Cell cytotoxicity, inhibition of synthesis of Epstein-Barr virus (EBV) viral capsid antigen (VCA), nuclear antigen (EBNA) and transformation of human cord blood lymphocytes (CBL) by EBV, were studied using the disodium salt of phosphonoacetic acid (PAA), ethyl diethyl-phosphonoacetate (Et-PAA) and two derivatives of phosphonopropionic acid: ethyl diethyl-2-phosphonopropionate (Et-2-PPA) and ethyl diethyl-3-phosphonopropionate (Et-3-PPA).
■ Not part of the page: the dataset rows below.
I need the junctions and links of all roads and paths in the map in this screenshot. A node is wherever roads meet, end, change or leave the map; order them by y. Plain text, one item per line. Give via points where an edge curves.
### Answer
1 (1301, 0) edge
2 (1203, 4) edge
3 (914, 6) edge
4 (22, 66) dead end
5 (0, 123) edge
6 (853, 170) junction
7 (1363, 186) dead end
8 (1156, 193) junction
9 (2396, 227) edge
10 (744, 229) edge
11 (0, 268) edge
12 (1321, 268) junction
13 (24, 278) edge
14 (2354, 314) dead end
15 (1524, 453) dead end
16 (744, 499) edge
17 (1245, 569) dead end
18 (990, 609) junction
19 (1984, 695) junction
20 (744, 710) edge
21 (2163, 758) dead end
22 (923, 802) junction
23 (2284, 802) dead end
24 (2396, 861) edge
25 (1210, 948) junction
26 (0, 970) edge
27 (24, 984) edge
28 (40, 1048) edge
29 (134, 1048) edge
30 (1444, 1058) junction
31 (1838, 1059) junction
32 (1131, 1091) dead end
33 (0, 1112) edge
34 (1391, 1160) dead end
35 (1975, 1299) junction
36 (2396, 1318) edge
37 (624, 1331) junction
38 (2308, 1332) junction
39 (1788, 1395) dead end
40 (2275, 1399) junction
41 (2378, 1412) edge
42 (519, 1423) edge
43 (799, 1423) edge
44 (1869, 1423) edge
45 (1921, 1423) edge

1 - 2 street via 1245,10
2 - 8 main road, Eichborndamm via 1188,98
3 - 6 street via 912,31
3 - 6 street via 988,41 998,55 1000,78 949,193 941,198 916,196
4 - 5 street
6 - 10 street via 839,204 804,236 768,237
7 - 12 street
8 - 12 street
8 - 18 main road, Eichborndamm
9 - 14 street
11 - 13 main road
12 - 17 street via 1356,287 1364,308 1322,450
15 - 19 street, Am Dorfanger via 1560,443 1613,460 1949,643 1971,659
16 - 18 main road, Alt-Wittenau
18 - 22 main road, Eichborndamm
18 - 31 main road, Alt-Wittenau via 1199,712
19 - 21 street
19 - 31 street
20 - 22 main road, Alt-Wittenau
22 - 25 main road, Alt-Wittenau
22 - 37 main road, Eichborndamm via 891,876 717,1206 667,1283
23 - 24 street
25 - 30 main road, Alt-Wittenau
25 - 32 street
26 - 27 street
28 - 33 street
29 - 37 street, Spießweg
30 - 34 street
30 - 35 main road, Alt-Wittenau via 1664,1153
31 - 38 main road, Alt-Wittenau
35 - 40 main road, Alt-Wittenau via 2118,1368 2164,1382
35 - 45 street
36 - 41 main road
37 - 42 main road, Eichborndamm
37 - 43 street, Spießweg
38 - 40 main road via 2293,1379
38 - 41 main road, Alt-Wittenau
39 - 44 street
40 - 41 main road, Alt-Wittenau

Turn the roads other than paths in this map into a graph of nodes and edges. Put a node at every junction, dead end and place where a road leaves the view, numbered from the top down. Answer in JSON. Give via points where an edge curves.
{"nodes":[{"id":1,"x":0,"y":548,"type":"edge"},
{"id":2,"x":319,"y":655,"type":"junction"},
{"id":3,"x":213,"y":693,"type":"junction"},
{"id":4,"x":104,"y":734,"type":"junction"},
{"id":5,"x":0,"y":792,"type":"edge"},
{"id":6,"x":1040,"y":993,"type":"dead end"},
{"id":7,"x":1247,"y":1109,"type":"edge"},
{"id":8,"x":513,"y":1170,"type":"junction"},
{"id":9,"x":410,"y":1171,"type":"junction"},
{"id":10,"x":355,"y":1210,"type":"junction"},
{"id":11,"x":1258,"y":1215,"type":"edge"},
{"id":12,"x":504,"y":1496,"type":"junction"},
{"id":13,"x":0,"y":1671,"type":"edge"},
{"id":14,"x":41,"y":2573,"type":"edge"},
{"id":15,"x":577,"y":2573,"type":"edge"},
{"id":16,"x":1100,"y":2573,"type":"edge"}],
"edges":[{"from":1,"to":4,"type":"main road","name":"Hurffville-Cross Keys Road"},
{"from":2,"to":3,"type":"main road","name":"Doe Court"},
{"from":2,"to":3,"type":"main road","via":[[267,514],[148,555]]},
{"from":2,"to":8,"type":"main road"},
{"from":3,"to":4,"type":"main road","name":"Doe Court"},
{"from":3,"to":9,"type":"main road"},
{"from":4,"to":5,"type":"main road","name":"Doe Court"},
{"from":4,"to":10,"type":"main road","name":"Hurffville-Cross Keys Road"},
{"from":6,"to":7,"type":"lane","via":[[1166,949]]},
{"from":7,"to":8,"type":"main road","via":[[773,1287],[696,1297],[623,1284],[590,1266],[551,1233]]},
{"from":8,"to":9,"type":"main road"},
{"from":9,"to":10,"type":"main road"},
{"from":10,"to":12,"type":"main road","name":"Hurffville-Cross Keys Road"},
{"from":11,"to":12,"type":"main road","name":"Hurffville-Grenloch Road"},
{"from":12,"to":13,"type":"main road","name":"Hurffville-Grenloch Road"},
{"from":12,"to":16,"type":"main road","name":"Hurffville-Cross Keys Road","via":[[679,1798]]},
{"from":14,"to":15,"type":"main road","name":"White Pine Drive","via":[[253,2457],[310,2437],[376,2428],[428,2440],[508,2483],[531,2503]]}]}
These substances were tested on EBV producing cell lines, B.95-8 and P3HR1. VCA and EBNA synthesis were determined by immunofluorescence and transformation of CBL by 3H-thymidine uptake. Up to 100 micrograms/ml of PAA were not toxic to 2.10(5) cells. Et-PAA, Et-2-PPA and Et-3-PPA were nontoxic at concentrations up to 2000 micrograms/ml. PAA inhibited 82.05% of EBV VCA synthesis at a concentration of 50 micrograms/ml. Et-PAA inhibited 47.01% of VCA at a concentration of 100 micrograms/ml and 78.09% at a concentration of 2000 micrograms/ml. Et-2-PPA inhibited 41.04% of VCA at 100 micrograms/ml and 80.87% when used at 2000 micrograms/ml. Et-3-PPA inhibited 35.06% of VCA at 100 micrograms/ml and 69.92% at 2000 micrograms/ml. Removal of the substances restored VCA synthesis. EBNA synthesis was not affected by these substances. PAA completely inhibited the transformation of human CBL by EBV at a concentration of 100 micrograms/ml. Et-PAA at a concentration of 2000 micrograms/ml completely inhibited 3H-thymidine uptake. ET-2-PPA was less effective whereas Et-3-PPA had almost no effects at the same concentration.